*** Block opens ***

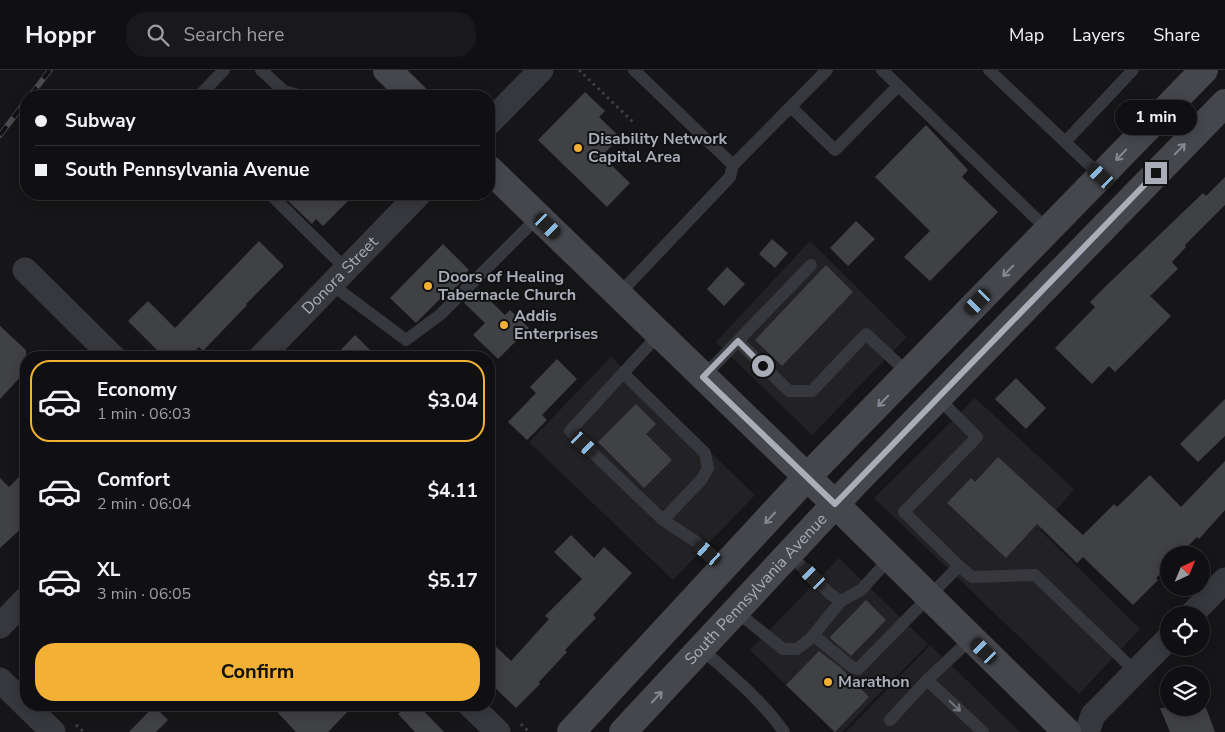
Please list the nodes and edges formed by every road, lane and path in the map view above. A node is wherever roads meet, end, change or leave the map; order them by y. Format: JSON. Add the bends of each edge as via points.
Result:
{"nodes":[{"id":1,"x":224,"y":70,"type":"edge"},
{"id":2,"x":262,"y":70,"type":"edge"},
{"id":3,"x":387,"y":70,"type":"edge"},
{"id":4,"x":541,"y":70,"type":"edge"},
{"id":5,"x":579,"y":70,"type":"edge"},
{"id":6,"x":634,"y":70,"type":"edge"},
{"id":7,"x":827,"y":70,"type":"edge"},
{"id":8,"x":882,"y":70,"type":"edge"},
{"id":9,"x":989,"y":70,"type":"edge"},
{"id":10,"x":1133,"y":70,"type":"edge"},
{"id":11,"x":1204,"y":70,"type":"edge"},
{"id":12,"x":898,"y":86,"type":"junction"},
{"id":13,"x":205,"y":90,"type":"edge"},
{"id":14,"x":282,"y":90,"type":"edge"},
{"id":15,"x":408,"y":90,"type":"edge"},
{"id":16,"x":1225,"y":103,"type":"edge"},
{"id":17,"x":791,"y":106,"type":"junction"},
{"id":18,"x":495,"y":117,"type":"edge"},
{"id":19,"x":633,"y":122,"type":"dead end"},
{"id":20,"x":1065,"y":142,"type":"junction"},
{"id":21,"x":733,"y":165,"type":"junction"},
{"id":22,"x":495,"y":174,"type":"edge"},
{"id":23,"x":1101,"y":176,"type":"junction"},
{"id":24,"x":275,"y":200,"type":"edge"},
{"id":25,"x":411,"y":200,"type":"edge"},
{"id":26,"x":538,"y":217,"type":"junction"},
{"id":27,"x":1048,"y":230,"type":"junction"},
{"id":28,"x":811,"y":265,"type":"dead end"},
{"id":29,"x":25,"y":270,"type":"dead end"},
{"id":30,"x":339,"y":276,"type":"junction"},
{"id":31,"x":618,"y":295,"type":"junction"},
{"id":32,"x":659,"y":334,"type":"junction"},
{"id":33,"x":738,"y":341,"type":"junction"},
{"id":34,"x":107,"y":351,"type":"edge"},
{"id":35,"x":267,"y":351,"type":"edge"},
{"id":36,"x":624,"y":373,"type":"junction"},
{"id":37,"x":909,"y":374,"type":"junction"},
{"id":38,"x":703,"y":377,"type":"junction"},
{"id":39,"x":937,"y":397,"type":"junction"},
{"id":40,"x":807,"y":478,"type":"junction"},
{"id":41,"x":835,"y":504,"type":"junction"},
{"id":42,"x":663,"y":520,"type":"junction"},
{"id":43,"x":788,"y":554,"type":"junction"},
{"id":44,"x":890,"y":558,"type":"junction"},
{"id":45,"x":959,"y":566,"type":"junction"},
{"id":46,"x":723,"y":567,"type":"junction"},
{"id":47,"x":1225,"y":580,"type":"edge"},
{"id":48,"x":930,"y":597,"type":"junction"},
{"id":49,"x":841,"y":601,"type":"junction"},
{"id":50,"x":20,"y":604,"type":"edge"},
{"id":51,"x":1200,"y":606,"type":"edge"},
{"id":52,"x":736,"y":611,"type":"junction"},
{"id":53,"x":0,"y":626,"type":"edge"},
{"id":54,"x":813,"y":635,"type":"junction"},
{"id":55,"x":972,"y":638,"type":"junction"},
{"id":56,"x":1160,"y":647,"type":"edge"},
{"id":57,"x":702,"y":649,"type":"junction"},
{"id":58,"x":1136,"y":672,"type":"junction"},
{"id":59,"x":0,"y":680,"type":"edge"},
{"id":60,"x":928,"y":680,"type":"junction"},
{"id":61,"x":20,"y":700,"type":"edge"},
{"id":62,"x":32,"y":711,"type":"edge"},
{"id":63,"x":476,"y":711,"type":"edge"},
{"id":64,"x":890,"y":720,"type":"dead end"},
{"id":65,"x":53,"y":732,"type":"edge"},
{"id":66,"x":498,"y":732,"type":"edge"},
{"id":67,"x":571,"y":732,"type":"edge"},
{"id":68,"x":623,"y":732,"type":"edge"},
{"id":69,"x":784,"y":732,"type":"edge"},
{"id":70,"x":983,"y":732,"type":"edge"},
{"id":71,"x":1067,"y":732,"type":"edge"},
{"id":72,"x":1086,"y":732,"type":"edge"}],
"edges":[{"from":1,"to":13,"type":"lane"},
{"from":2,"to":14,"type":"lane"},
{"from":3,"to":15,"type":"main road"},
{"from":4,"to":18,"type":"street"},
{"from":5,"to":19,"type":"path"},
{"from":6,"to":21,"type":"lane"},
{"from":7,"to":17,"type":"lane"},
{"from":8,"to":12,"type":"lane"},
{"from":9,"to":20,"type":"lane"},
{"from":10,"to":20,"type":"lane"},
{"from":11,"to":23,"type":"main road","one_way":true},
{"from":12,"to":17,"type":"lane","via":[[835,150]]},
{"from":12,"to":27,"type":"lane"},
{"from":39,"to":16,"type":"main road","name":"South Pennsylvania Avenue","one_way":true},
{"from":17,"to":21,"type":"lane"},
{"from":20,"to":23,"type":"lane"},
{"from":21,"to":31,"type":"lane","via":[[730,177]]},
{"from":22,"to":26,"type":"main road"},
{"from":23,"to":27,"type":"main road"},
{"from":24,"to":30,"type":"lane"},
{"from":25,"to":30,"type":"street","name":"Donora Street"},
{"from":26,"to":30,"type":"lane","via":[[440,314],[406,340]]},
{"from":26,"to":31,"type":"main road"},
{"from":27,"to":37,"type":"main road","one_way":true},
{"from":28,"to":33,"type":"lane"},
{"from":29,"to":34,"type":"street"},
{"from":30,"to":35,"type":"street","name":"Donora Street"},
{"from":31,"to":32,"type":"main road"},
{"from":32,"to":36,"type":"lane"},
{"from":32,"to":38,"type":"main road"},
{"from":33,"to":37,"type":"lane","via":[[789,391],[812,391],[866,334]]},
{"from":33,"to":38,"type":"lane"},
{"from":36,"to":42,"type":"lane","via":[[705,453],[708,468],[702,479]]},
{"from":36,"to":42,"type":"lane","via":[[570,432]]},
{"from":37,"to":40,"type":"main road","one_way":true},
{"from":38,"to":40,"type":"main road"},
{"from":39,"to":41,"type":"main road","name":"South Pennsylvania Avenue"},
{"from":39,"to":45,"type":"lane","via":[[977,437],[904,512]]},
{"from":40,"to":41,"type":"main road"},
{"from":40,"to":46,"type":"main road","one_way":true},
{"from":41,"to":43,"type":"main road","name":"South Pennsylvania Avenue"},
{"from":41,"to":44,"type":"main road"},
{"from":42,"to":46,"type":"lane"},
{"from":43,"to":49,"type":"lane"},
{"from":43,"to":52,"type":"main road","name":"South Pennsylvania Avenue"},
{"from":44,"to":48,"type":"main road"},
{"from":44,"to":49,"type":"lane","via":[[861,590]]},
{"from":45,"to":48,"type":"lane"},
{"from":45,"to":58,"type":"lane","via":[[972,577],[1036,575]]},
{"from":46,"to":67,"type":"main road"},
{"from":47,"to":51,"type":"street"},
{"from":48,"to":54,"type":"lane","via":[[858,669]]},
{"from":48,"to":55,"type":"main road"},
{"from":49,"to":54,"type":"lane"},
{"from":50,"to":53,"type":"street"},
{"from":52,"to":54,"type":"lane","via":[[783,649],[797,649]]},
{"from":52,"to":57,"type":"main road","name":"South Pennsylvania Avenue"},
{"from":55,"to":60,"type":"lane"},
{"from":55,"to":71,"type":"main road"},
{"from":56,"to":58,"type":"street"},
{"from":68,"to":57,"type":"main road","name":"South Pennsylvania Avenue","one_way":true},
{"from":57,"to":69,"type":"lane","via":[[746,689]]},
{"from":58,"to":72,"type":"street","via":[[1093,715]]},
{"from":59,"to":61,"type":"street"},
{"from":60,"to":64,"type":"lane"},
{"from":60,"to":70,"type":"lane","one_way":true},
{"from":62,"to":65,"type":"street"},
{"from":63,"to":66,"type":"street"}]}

*** Block closes ***

Count the lines above that contain the word "Pennsylvania". Give only the number.

REPLY:
6